When does the RM/PM switch occur?  Presumably it's only when DOS
actually writes to the hardware, so just using setvbuf to increase the
file buffer size would reduce the amount of RM/PM switching.  I tried
using setvbuf with a buffer size of 4096 and then 8192 on all input and
output files and got no speed change at all.  The line I used was:

if (fh) setvbuf( fh, NULL, _IOFBF, SIZE );

>Another thing to consider is the start up.  For DJGPP programs,
>you have a slightly larger overhead than Borland programs would
>(initializing PM, loading the 32-bit code, jumping to it, and so
>on).  Did you time with an external program, or an internal
>function?

The timing is done internally so the initialisation time is not
included.  I use time() which seems to have approx. 1/20 of a second
resolution, and has the advantage of being ANSI and hence works for
most platforms.


Eli Zaretskii wrote:
>	1) Try using -O3, which adds additional optimisations.  GCC
>info file has a list of optimization options which you might also
>consider (I think, loop-unrolling isn't included even in -O3, so
>you might try it, too).

"cc1 -version -O2" and "cc1 -version -O3" give me the same output,
so I think there's no difference.  -O3 -funroll-loops makes no
difference to the output timings anyway.

>	2) The runnning time is quite short (5-6 seconds), so the
>overhead of loading go32 and protected mode set-up before your
>program gets control can be significant in relative figures.  Are
>these running times characteristic of your typical application?
>If so, what difference does 1 second make? If not, try running for
>longer time, and see if you get better performance *ratio*.

As I said above, the timing is internal and so doesn't include the
start-up time.  The running time is typical for a reasonably sized data
set on a fast machine (486DX2 66MHz).  With a slower machine and/or a
larger data set, the difference will be more noticable, and I'd like it
to be usable on most machines.  I do have some much larger data sets
somewhere - I'll dig them out and do some more tests.
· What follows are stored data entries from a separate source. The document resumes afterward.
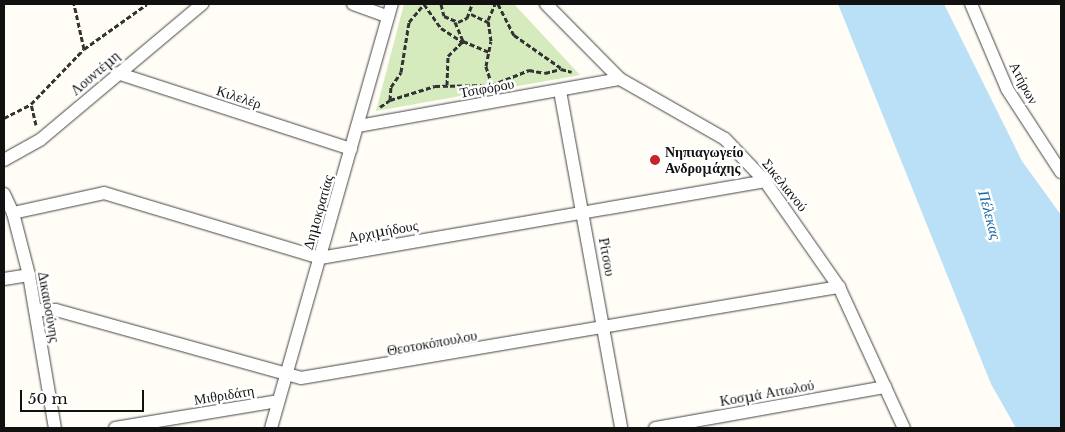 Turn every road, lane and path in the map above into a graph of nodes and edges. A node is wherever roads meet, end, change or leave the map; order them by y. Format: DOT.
graph roads {
  1 [pos="74,4"];
  2 [pos="147,4"];
  3 [pos="202,4"];
  4 [pos="353,4"];
  5 [pos="392,4"];
  6 [pos="424,4"];
  7 [pos="441,4"];
  8 [pos="472,4"];
  9 [pos="496,4"];
  10 [pos="546,4"];
  11 [pos="970,4"];
  12 [pos="470,14"];
  13 [pos="388,17"];
  14 [pos="455,22"];
  15 [pos="488,22"];
  16 [pos="464,43"];
  17 [pos="84,49"];
  18 [pos="489,52"];
  19 [pos="561,69"];
  20 [pos="117,73"];
  21 [pos="580,75"];
  22 [pos="620,79"];
  23 [pos="447,85"];
  24 [pos="492,85"];
  25 [pos="560,91"];
  26 [pos="390,100"];
  27 [pos="31,104"];
  28 [pos="376,111"];
  29 [pos="4,118"];
  30 [pos="358,126"];
  31 [pos="40,140"];
  32 [pos="351,150"];
  33 [pos="4,160"];
  34 [pos="1061,172"];
  35 [pos="765,181"];
  36 [pos="4,194"];
  37 [pos="584,212"];
  38 [pos="13,213"];
  39 [pos="320,258"];
  40 [pos="29,275"];
  41 [pos="4,279"];
  42 [pos="839,287"];
  43 [pos="35,310"];
  44 [pos="605,328"];
  45 [pos="285,376"];
  46 [pos="885,386"];
  47 [pos="278,401"];
  48 [pos="55,428"];
  49 [pos="115,428"];
  50 [pos="270,428"];
  51 [pos="621,428"];
  52 [pos="655,428"];
  53 [pos="904,428"];
  1 -- 17 [label="path"];
  2 -- 17 [label="path"];
  3 -- 20 [label="street, Λουντέμη"];
  4 -- 13 [label="street"];
  5 -- 13 [label="street, Δημοκρατίας"];
  6 -- 16 [label="path"];
  6 -- 26 [label="path"];
  7 -- 14 [label="path"];
  8 -- 12 [label="path"];
  9 -- 15 [label="path"];
  9 -- 19 [label="path"];
  10 -- 22 [label="street, Σικελιανού"];
  11 -- 34 [label="street, Ατήρων"];
  12 -- 14 [label="path"];
  12 -- 15 [label="path"];
  13 -- 30 [label="street, Δημοκρατίας"];
  14 -- 16 [label="path"];
  15 -- 18 [label="path"];
  16 -- 18 [label="path"];
  16 -- 23 [label="path"];
  17 -- 27 [label="path"];
  18 -- 24 [label="path"];
  19 -- 21 [label="path"];
  19 -- 24 [label="path"];
  20 -- 31 [label="street, Λουντέμη"];
  20 -- 32 [label="street, Κιλελέρ"];
  22 -- 25 [label="street, Τσιφόρου"];
  22 -- 35 [label="street, Σικελιανού"];
  23 -- 24 [label="path"];
  23 -- 26 [label="path"];
  25 -- 30 [label="street, Τσιφόρου"];
  25 -- 37 [label="street, Ρίτσου"];
  26 -- 28 [label="path"];
  27 -- 29 [label="path"];
  27 -- 31 [label="path"];
  30 -- 32 [label="street, Δημοκρατίας"];
  31 -- 33 [label="street, Λουντέμη"];
  32 -- 39 [label="street, Δημοκρατίας"];
  35 -- 37 [label="street, Αρχιμήδους"];
  35 -- 42 [label="street, Σικελιανού"];
  36 -- 38 [label="street, Δικαιοσύνης"];
  37 -- 39 [label="street, Αρχιμήδους"];
  37 -- 44 [label="street, Ρίτσου"];
  38 -- 39 [label="street, Αρχιμήδους"];
  38 -- 40 [label="street, Δικαιοσύνης"];
  39 -- 45 [label="street, Δημοκρατίας"];
  40 -- 41 [label="street"];
  40 -- 43 [label="street, Δικαιοσύνης"];
  42 -- 44 [label="street, Θεοτοκόπουλου"];
  42 -- 46 [label="street, Σικελιανού"];
  43 -- 45 [label="street, Θεοτοκόπουλου"];
  43 -- 48 [label="street, Δικαιοσύνης"];
  44 -- 45 [label="street, Θεοτοκόπουλου"];
  44 -- 51 [label="street, Ρίτσου"];
  45 -- 47 [label="street, Δημοκρατίας"];
  46 -- 52 [label="street, Κοσμά Αιτωλού"];
  46 -- 53 [label="street, Σικελιανού"];
  47 -- 49 [label="street, Μιθριδάτη"];
  47 -- 50 [label="street, Δημοκρατίας"];
}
>	3) You didn't mention if you use some software disk cache
>like SmartDrive.  Do you?  If you do, you can forget about the claims
>that ``DJGPP is a bit weak if you're doing lots of I/O stuff'' (but see
>4 below), because the cache all but eliminates I/O performance problems.

There is no software disk cache running, as the machine has a fairly
good caching disk controller card, so you don't gain anything.  (I'm
told this by someone who tried it on a similar machine).

>	4) On a similar machine, 7 seconds is what takes to DJGPP-compiled
>program to read a 4-megabyte file (with SmartDrive installed), so if you
>read multi-megabyte files like this, then yes, you might have I/O
>bottleneck.  I think, this is somewhat due to the fact that DJGPP
>read()'s files in chunks of 4KB, which might be sub-optimal when reading
>LARGE files.  Otherwise, your problem is *not* I/O.

There are 32 input files read in with a total size of 54316 bytes.  4
output files are produced, total size 158695 bytes.  Pretty small
really.

>	5) If your program was originally born for Borland C, then it
>might have some algorithmic problems which are necessary when writing
>16-bit programs.  You might consider going through your code and searching
>for such things, which may boost performance with GCC.

It was originally written for Norcroft C running under RISC OS (32 bit
environment), and then ported to Borland C.  I can't think of anything
explicitly 16 bit, except a translation table of shorts, which are bit
masks which determines what each input character can be interpreted as.